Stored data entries
________________________________________

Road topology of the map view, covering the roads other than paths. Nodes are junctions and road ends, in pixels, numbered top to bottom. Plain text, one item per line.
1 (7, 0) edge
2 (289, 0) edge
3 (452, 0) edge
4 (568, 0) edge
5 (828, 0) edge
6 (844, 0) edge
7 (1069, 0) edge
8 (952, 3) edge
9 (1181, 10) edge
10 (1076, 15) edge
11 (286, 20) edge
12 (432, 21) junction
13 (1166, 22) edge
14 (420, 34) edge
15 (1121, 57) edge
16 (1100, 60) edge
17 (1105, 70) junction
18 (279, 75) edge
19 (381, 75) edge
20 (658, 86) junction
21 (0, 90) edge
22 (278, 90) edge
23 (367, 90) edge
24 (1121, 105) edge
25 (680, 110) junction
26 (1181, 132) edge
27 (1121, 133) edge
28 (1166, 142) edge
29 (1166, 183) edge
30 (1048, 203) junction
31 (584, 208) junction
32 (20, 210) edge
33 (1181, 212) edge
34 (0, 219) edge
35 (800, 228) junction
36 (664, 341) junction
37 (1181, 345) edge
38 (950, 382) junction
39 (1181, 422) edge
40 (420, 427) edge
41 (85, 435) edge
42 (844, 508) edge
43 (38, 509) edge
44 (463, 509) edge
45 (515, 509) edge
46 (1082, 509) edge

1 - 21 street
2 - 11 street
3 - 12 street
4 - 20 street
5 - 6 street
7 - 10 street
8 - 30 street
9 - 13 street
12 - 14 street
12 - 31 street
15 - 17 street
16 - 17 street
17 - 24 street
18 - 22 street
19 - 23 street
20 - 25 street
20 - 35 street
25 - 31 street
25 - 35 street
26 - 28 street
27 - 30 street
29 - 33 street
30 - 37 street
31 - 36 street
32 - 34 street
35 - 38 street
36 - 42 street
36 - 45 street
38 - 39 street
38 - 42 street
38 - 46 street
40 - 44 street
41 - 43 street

________________________________________

Beginning with the first line above, transcribe all of the data exactly.

▶ **Result for this task**
Road topology of the map view, covering the roads other than paths. Nodes are junctions and road ends, in pixels, numbered top to bottom. Plain text, one item per line.
1 (7, 0) edge
2 (289, 0) edge
3 (452, 0) edge
4 (568, 0) edge
5 (828, 0) edge
6 (844, 0) edge
7 (1069, 0) edge
8 (952, 3) edge
9 (1181, 10) edge
10 (1076, 15) edge
11 (286, 20) edge
12 (432, 21) junction
13 (1166, 22) edge
14 (420, 34) edge
15 (1121, 57) edge
16 (1100, 60) edge
17 (1105, 70) junction
18 (279, 75) edge
19 (381, 75) edge
20 (658, 86) junction
21 (0, 90) edge
22 (278, 90) edge
23 (367, 90) edge
24 (1121, 105) edge
25 (680, 110) junction
26 (1181, 132) edge
27 (1121, 133) edge
28 (1166, 142) edge
29 (1166, 183) edge
30 (1048, 203) junction
31 (584, 208) junction
32 (20, 210) edge
33 (1181, 212) edge
34 (0, 219) edge
35 (800, 228) junction
36 (664, 341) junction
37 (1181, 345) edge
38 (950, 382) junction
39 (1181, 422) edge
40 (420, 427) edge
41 (85, 435) edge
42 (844, 508) edge
43 (38, 509) edge
44 (463, 509) edge
45 (515, 509) edge
46 (1082, 509) edge

1 - 21 street
2 - 11 street
3 - 12 street
4 - 20 street
5 - 6 street
7 - 10 street
8 - 30 street
9 - 13 street
12 - 14 street
12 - 31 street
15 - 17 street
16 - 17 street
17 - 24 street
18 - 22 street
19 - 23 street
20 - 25 street
20 - 35 street
25 - 31 street
25 - 35 street
26 - 28 street
27 - 30 street
29 - 33 street
30 - 37 street
31 - 36 street
32 - 34 street
35 - 38 street
36 - 42 street
36 - 45 street
38 - 39 street
38 - 42 street
38 - 46 street
40 - 44 street
41 - 43 street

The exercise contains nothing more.